**ACTIVITY**
When you come to the line with "M 427,808 L 602,573 L 784,311", begin repeating; continue exactly through the final line of the records and include nothing from before.
----- DATA PROVIDED
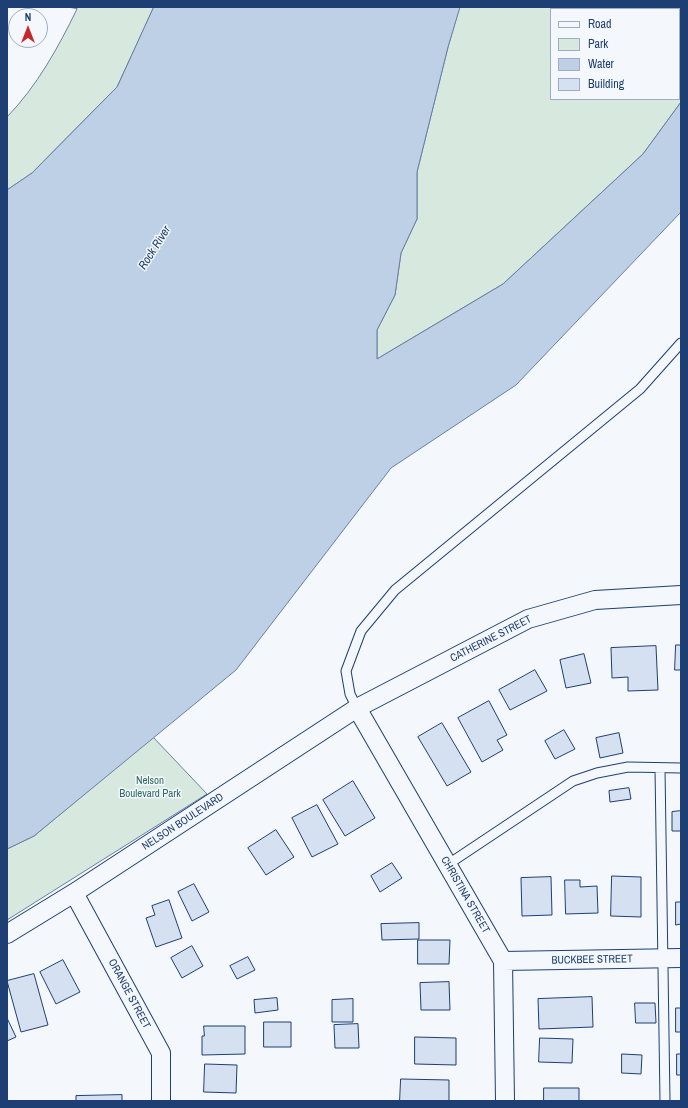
<!DOCTYPE html>
<style>
body{margin:0}
#map{position:relative;width:688px;height:1108px;overflow:hidden;background:#f4f7fb;font-family:"Archivo Narrow",sans-serif}
canvas{display:block}
.frame{position:absolute;inset:0;border:8px solid #1d3f73;pointer-events:none}
.legend{position:absolute;left:550px;top:8px;width:130px;height:92px;box-sizing:border-box;background:#f4f7fb;border:1px solid #9eadc5;margin:0;padding:5px 7px;list-style:none;font-size:12px;color:#1d3f73}
.legend li{display:flex;align-items:center;gap:8px;height:20px}
.legend b{width:20px;border:1px solid #9eadc5}
.north{position:absolute;left:8px;top:8px;width:40px;height:40px;box-sizing:border-box;background:#f4f7fb;border:1px solid #9eadc5;border-radius:50%;rotate:0deg;font-size:11px;font-weight:700;line-height:16px;text-align:center;color:#1d3f73}
.north::after{content:'';display:block;margin:auto;width:14px;height:18px;background:#c62828;clip-path:polygon(50% 0,100% 100%,50% 72%,0 100%)}
</style>
<div id="map">
<canvas width="688" height="1108"></canvas>
<div class="frame"></div>
<ul class="legend">
<li><b style="height:5px;background:#f4f7fb"></b>Road</li>
<li><b style="height:11px;background:#d7e8df"></b>Park</li>
<li><b style="height:11px;background:#bed0e5"></b>Water</li>
<li><b style="height:11px;background:#d5e0f0"></b>Building</li>
</ul>
<div class="north">N</div>
</div>
<script>
const context = document.querySelector('canvas').getContext('2d');
context.lineJoin = 'round';
function paint(path, color) {
  context.fillStyle = color;
  context.fill(path, 'evenodd');
}
function strokePath(path, color, width, dash) {
  context.strokeStyle = color;
  context.lineWidth = width;
  context.lineCap = dash ? 'butt' : 'round';
  context.setLineDash(dash || []);
  context.stroke(path);
}
function drawText(font, color, halo, rows, align = 'center') {
  context.font = font + ' "Archivo Narrow",sans-serif';
  context.lineWidth = 3;
  context.setLineDash([]);
  context.textBaseline = 'middle';
  context.strokeStyle = halo;
  context.fillStyle = color;
  for (const [text, x, y, turn = 0] of rows) {
    context.save();
    context.translate(x, y);
    context.rotate((+turn || 0) * Math.PI / 180);
    context.textAlign = isNaN(turn) ? turn : align;
    if (halo) context.strokeText(text, 0, 0);
    context.fillText(text, 0, 0);
    context.restore();
  }
}
const green = new Path2D(`
 M 68,7 L 154,7 L 117,87 L 32,173 L 7,190 L 7,117 C 37,86 58,48 77,9 Z
 M 460,7 L 681,7 L 681,102 L 643,154 L 503,284 L 377,359 L 377,330 L 395,295 L 401,253 L 417,219 L 417,172 L 448,47 ZM 551,9 L 679,9 L 679,99 L 551,99 Z
 M 153,737 L 207,794 L 7,920 L 7,849 L 34,836 Z`);
const water = new Path2D(`
 M 154,7 L 460,7 L 448,47 L 417,172 L 417,219 L 401,253 L 395,295 L 377,330 L 377,359 L 503,284 L 643,154 L 681,102 L 681,212 L 516,385 L 391,468 L 236,670 L 34,836 L 7,849 L 7,190 L 32,173 L 117,87 Z`);
const building = new Path2D(`
 M 676,645 L 681,645 L 681,670 L 675,670 Z
 M 656,646 L 658,690 L 628,691 L 628,677 L 612,678 L 611,648 Z
 M 584,654 L 591,683 L 566,688 L 560,660 Z
 M 535,670 L 547,691 L 510,710 L 499,690 Z
 M 489,701 L 507,735 L 497,740 L 503,750 L 482,762 L 458,718 Z
 M 442,723 L 471,772 L 447,786 L 418,737 Z
 M 564,730 L 575,749 L 555,759 L 545,741 Z
 M 619,733 L 623,753 L 600,758 L 596,738 Z
 M 353,781 L 375,818 L 345,836 L 323,800 Z
 M 629,788 L 631,799 L 610,802 L 609,791 Z
 M 317,805 L 338,844 L 312,857 L 292,818 Z
 M 681,811 L 681,831 L 672,831 L 672,812 Z
 M 276,830 L 294,857 L 266,875 L 248,848 Z
 M 392,863 L 402,878 L 380,892 L 371,876 Z
 M 612,876 L 641,877 L 641,917 L 611,916 Z
 M 551,877 L 552,915 L 522,916 L 521,878 Z
 M 565,880 L 580,880 L 580,887 L 597,886 L 598,913 L 566,914 Z
 M 194,884 L 209,912 L 192,921 L 178,892 Z
 M 169,900 L 182,938 L 156,947 L 146,918 L 155,915 L 152,906 Z
 M 676,902 L 681,902 L 681,924 L 676,925 Z
 M 419,923 L 419,939 L 382,940 L 381,924 Z
 M 418,940 L 450,940 L 449,964 L 418,964 Z
 M 192,946 L 203,966 L 182,978 L 171,958 Z
 M 248,957 L 255,970 L 237,979 L 230,966 Z
 M 63,960 L 80,992 L 56,1004 L 40,972 Z
 M 34,974 L 48,1025 L 21,1032 L 7,981 Z
 M 449,982 L 450,1010 L 421,1010 L 420,983 Z
 M 592,997 L 593,1027 L 539,1029 L 538,999 Z
 M 277,998 L 278,1010 L 255,1013 L 254,1000 Z
 M 353,999 L 353,1022 L 332,1022 L 332,1000 Z
 M 635,1003 L 655,1003 L 656,1023 L 636,1023 Z
 M 676,1008 L 681,1008 L 681,1032 L 676,1032 Z
 M 7,1018 L 16,1037 L 7,1041 Z
 M 264,1022 L 291,1022 L 291,1047 L 264,1047 Z
 M 358,1024 L 359,1048 L 335,1048 L 334,1025 Z
 M 204,1026 L 245,1026 L 245,1054 L 202,1055 L 202,1036 L 204,1036 Z
 M 415,1037 L 456,1038 L 456,1065 L 415,1064 Z
 M 540,1038 L 573,1039 L 572,1063 L 539,1062 Z
 M 622,1054 L 642,1055 L 641,1074 L 622,1073 Z
 M 677,1054 L 681,1054 L 681,1075 L 677,1075 Z
 M 205,1064 L 237,1065 L 236,1093 L 204,1092 Z
 M 401,1079 L 449,1080 L 449,1101 L 400,1101 Z
 M 544,1088 L 579,1088 L 579,1101 L 544,1101 Z
 M 122,1095 L 122,1101 L 76,1101 L 76,1096 Z`);
const lane = new Path2D(`
 M 357,708 L 350,694 L 346,671 L 361,631 L 395,590 L 640,389 L 681,343
 M 660,768 L 665,1101
 M 447,865 L 573,781 L 597,773 L 628,767 L 681,768`);
const street = new Path2D(`
 M 357,708 L 503,961 L 505,1101
 M 74,893 L 161,1053 L 161,1101
 M 7,934 L 74,893 L 357,708 L 528,619 L 595,600 L 681,595
 M 503,961 L 681,958`);
const streetNames = [
 ["CATHERINE STREET",491,639,-27],
 ["NELSON BOULEVARD",183,822,-33],
 ["CHRISTINA STREET",465,895,60],
 ["BUCKBEE STREET",592,960,-1],
 ["ORANGE STREET",129,994,62]
];
const parkNames = [
 ["Nelson",150,781],
 ["Boulevard Park",150,794]
];
const waterNames = [
 ["Rock River",155,248,-58]
];
paint(green, '#d7e8df');
strokePath(green, '#687fa3', 1);
paint(water, '#bed0e5');
strokePath(water, '#687fa3', 1);
paint(building, '#d5e0f0');
strokePath(building, '#1d3f73', 1);
strokePath(lane, '#1d3f73', 11);
strokePath(street, '#1d3f73', 20);
strokePath(lane, '#f4f7fb', 9);
strokePath(street, '#f4f7fb', 18);
drawText('11px', '#1d3f73', '#f4f7fb', streetNames);
drawText('11px', '#2c6c60', '#f4f7fb', parkNames);
drawText('italic 12px', '#1d3f73', '#f4f7fb', waterNames);
</script>
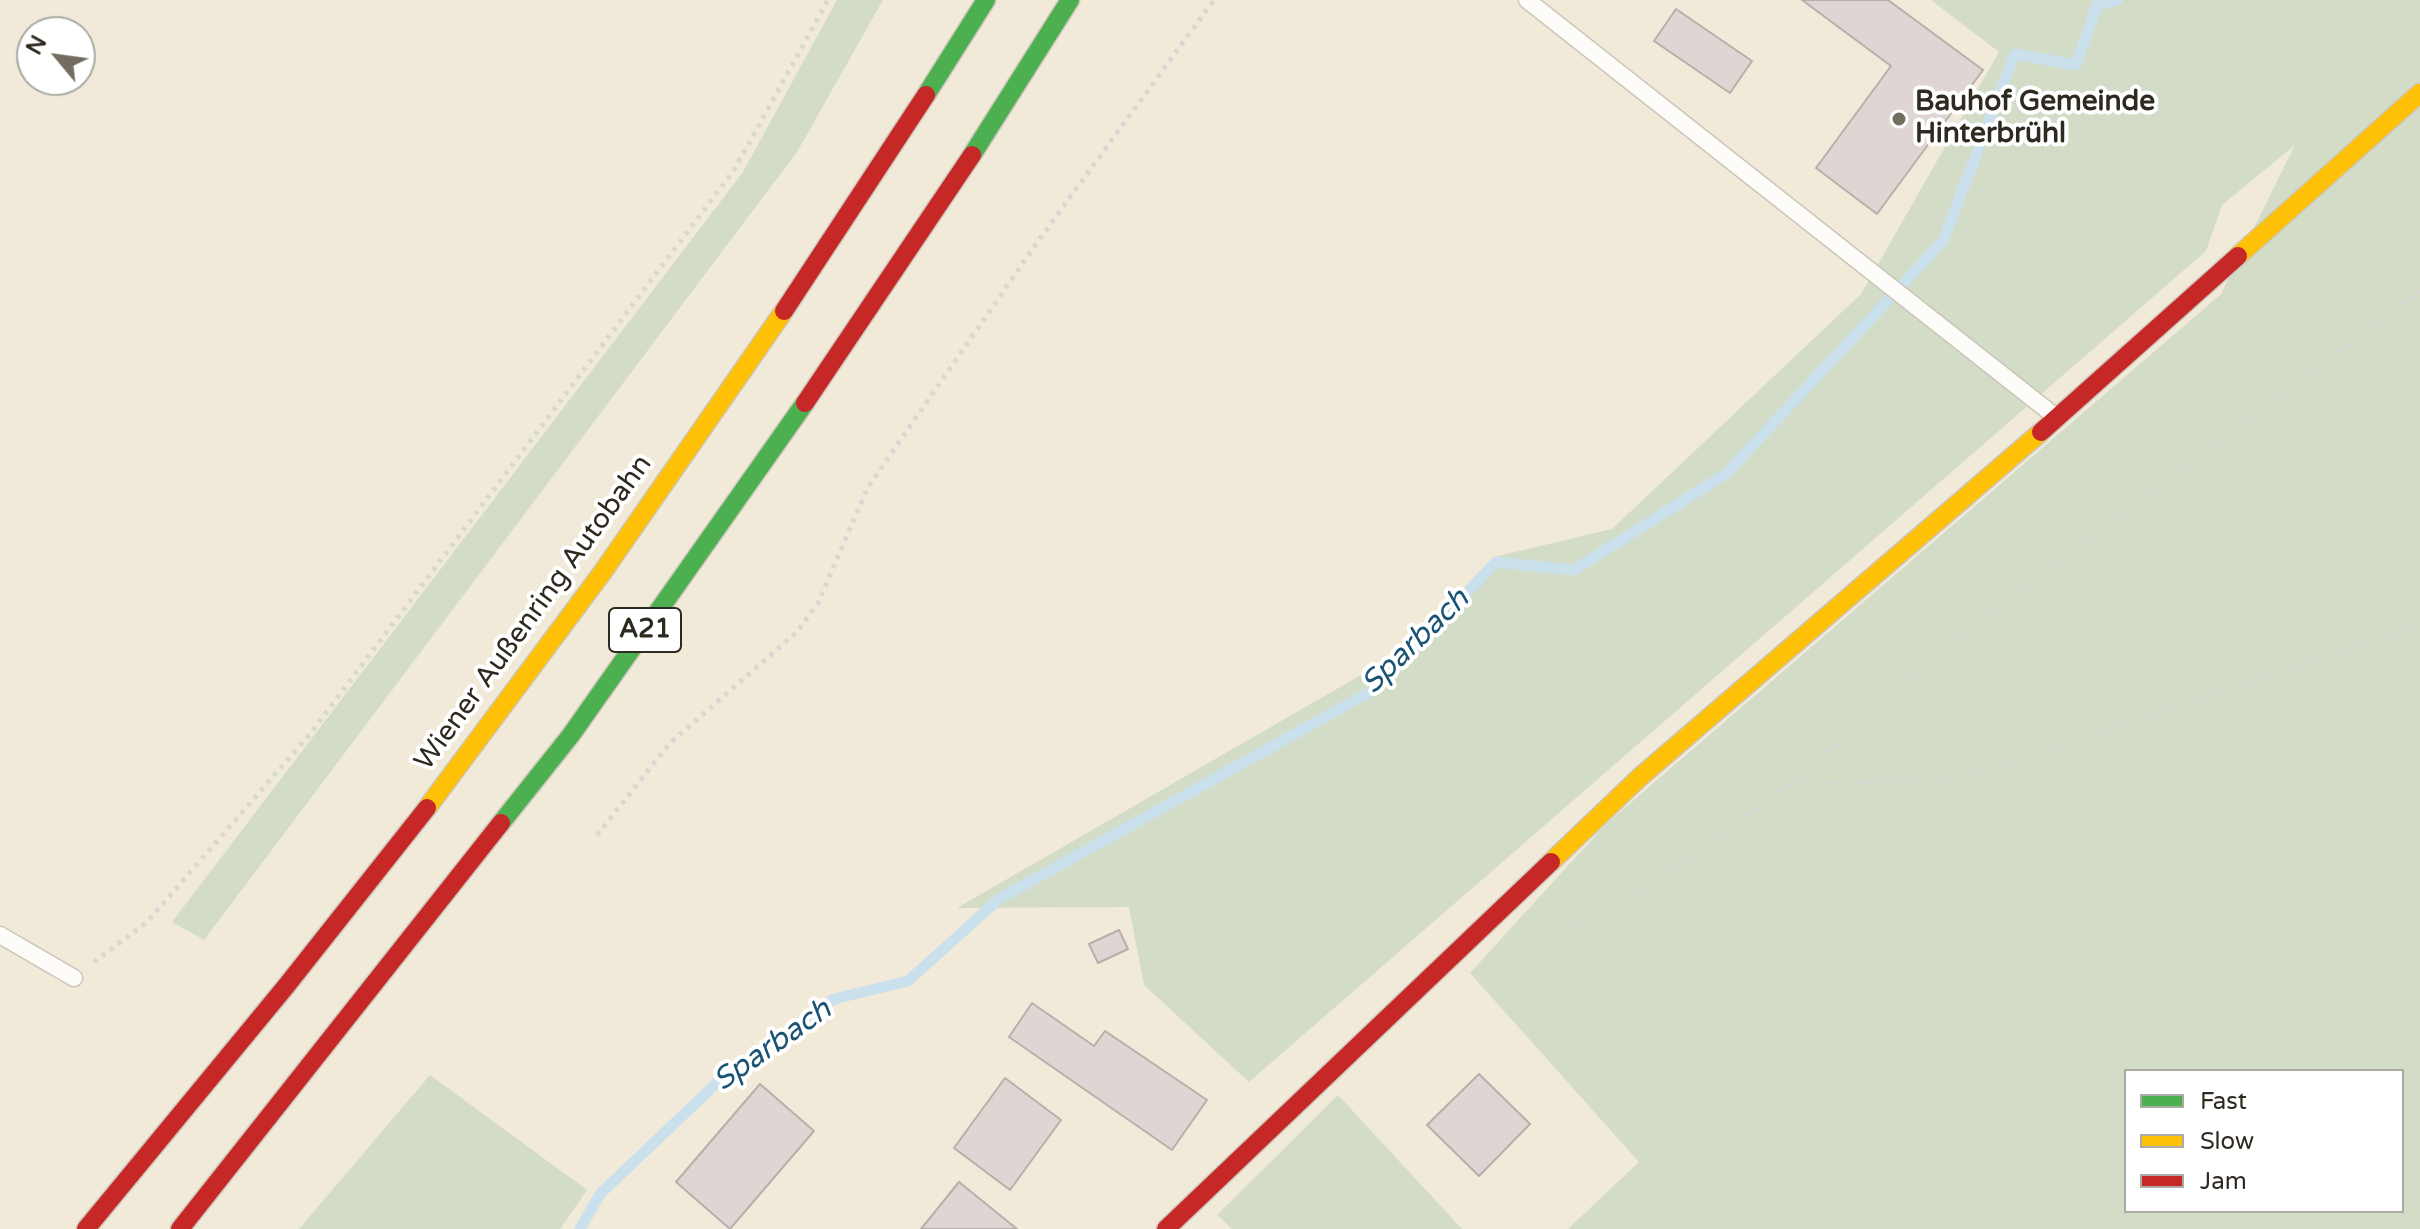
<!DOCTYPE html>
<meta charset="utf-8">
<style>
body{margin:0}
#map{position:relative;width:2420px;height:1229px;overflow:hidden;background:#f1ead9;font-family:"Varela Round",sans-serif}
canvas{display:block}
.legend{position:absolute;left:2124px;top:1069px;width:280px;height:144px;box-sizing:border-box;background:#fff;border:2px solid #acaaa5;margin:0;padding:10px 14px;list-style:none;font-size:24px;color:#2f2a1f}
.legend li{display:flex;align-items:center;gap:16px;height:40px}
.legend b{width:40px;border:2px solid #acaaa5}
.north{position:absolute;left:16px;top:16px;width:80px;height:80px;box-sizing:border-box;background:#fff;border:2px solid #acaaa5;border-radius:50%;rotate:299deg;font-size:22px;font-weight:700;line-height:32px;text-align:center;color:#2f2a1f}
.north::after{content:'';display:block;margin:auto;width:28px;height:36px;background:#736d60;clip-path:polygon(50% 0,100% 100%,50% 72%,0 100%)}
</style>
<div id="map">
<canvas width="2420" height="1229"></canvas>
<ul class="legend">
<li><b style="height:10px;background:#4caf50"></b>Fast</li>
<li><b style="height:10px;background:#ffc107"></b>Slow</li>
<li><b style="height:10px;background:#c62828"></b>Jam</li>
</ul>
<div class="north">N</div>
</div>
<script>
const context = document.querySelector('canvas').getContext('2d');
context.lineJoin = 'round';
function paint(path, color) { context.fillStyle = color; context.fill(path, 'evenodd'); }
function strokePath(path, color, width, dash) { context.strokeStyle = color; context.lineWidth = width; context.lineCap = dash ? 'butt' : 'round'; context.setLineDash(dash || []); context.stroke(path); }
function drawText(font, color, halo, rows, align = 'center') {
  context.font = font + ' "Varela Round",sans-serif'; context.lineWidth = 8; context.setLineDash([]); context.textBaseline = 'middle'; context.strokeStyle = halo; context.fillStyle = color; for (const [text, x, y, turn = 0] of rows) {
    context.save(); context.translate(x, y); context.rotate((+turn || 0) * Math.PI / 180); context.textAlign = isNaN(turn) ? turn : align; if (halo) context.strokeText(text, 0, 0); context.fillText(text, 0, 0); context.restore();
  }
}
paint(new Path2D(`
 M 837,0 L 883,0 L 797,152 L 204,940 L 172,922 L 743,172 Z
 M 1931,0 L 2420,0 L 2420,1229 L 1568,1229 L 1639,1162 L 1470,973 L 1606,824 L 2221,294 L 2295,145 L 2222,205 L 2206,251 L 1249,1082 L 1144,985 L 1129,907 L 957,908 L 1399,653 L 1494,557 L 1612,529 L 1861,294 L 1999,52 ZM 2126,1071 L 2402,1071 L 2402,1211 L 2126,1211 Z
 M 430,1075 L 587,1190 L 560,1229 L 299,1229 Z
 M 1338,1095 L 1462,1229 L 1232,1229 L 1217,1215 Z`), '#d3dcc7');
strokePath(new Path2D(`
 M 580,1229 L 600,1194 L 721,1079 L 834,999 L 908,981 L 999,899 L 1377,688 L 1496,562 L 1574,570 L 1727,473 L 1943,241 L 2015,54 L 2076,65 L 2097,5 L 2118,0`), '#cae1ed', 11);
const building = new Path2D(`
 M 1802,0 L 1888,0 L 1983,70 L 1877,214 L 1816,168 L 1891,66 Z
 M 1676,9 L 1752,61 L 1730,93 L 1654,41 Z
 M 1119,930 L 1128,949 L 1098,963 L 1089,944 Z
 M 1032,1003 L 1094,1046 L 1105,1031 L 1207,1100 L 1172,1150 L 1009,1037 Z
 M 1479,1074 L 1530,1124 L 1479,1176 L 1427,1125 Z
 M 1005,1078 L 1061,1120 L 1010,1190 L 954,1148 Z
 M 760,1084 L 814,1131 L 730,1229 L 676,1182 Z
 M 959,1182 L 1017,1229 L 921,1229 Z`);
paint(building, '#dfd5d2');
strokePath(building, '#b7afab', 2);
const lane = new Path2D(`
 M 1527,0 L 2056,417
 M 0,935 L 74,978`);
const fast = new Path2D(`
 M 926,95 L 986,0
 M 972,155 L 1070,0
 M 501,823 L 571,735 L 805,403`);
const slow = new Path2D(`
 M 2238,256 L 2420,93
 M 427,808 L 602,573 L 784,311
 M 1551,862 L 1640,777 L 2041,432`);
const jam = new Path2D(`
 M 784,311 L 926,95
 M 805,403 L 972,155
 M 2041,432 L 2238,256
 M 86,1229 L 287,985 L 427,808
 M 180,1229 L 501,823
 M 1166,1229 L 1551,862`);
strokePath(lane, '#cbc6b9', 19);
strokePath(fast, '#cbc6b9', 21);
strokePath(slow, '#cbc6b9', 21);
strokePath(jam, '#cbc6b9', 21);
strokePath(new Path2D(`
 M 1788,785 L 1944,650 L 2420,291
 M 597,835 L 670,743 L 797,632 L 818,603 L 868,487 L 1041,237 L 1214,0
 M 1688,859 L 1659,1030 L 1710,1135
 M 1551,918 L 1583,926 L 1675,867 L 1788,785 L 1957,779 L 2420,626
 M 94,962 L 147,922 L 310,734 L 734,170 L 828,0`), '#d9d7d2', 5, [4, 6]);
strokePath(lane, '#fdfcf9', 16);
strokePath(fast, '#4caf50', 18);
strokePath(slow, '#ffc107', 18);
strokePath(jam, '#c62828', 18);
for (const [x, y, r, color] of [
 [1899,119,8,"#736d60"]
]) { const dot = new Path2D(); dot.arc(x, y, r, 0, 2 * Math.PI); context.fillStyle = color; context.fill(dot); strokePath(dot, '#fff', 3); }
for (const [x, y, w] of [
 [645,630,72]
]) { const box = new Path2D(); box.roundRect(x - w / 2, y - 22, w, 44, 6); context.fillStyle = '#fff'; context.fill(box); strokePath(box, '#2f2a1f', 2); }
drawText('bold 26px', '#2f2a1f', null, [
 ["A21",645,630]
]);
drawText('bold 28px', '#2f2a1f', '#fff', [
 ["Bauhof Gemeinde",1915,103],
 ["Hinterbrühl",1915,135]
], 'left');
drawText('28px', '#2f2a1f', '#fff', [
 ["Wiener Außenring Autobahn",534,613,-54]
]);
drawText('italic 30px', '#1a5475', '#fff', [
 ["Sparbach",1416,642,-44],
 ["Sparbach",773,1046,-35]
]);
</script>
----------
**SOLUTION TO THE PROBLEM**
 M 427,808 L 602,573 L 784,311
 M 1551,862 L 1640,777 L 2041,432`);
const jam = new Path2D(`
 M 784,311 L 926,95
 M 805,403 L 972,155
 M 2041,432 L 2238,256
 M 86,1229 L 287,985 L 427,808
 M 180,1229 L 501,823
 M 1166,1229 L 1551,862`);
strokePath(lane, '#cbc6b9', 19);
strokePath(fast, '#cbc6b9', 21);
strokePath(slow, '#cbc6b9', 21);
strokePath(jam, '#cbc6b9', 21);
strokePath(new Path2D(`
 M 1788,785 L 1944,650 L 2420,291
 M 597,835 L 670,743 L 797,632 L 818,603 L 868,487 L 1041,237 L 1214,0
 M 1688,859 L 1659,1030 L 1710,1135
 M 1551,918 L 1583,926 L 1675,867 L 1788,785 L 1957,779 L 2420,626
 M 94,962 L 147,922 L 310,734 L 734,170 L 828,0`), '#d9d7d2', 5, [4, 6]);
strokePath(lane, '#fdfcf9', 16);
strokePath(fast, '#4caf50', 18);
strokePath(slow, '#ffc107', 18);
strokePath(jam, '#c62828', 18);
for (const [x, y, r, color] of [
 [1899,119,8,"#736d60"]
]) { const dot = new Path2D(); dot.arc(x, y, r, 0, 2 * Math.PI); context.fillStyle = color; context.fill(dot); strokePath(dot, '#fff', 3); }
for (const [x, y, w] of [
 [645,630,72]
]) { const box = new Path2D(); box.roundRect(x - w / 2, y - 22, w, 44, 6); context.fillStyle = '#fff'; context.fill(box); strokePath(box, '#2f2a1f', 2); }
drawText('bold 26px', '#2f2a1f', null, [
 ["A21",645,630]
]);
drawText('bold 28px', '#2f2a1f', '#fff', [
 ["Bauhof Gemeinde",1915,103],
 ["Hinterbrühl",1915,135]
], 'left');
drawText('28px', '#2f2a1f', '#fff', [
 ["Wiener Außenring Autobahn",534,613,-54]
]);
drawText('italic 30px', '#1a5475', '#fff', [
 ["Sparbach",1416,642,-44],
 ["Sparbach",773,1046,-35]
]);
</script>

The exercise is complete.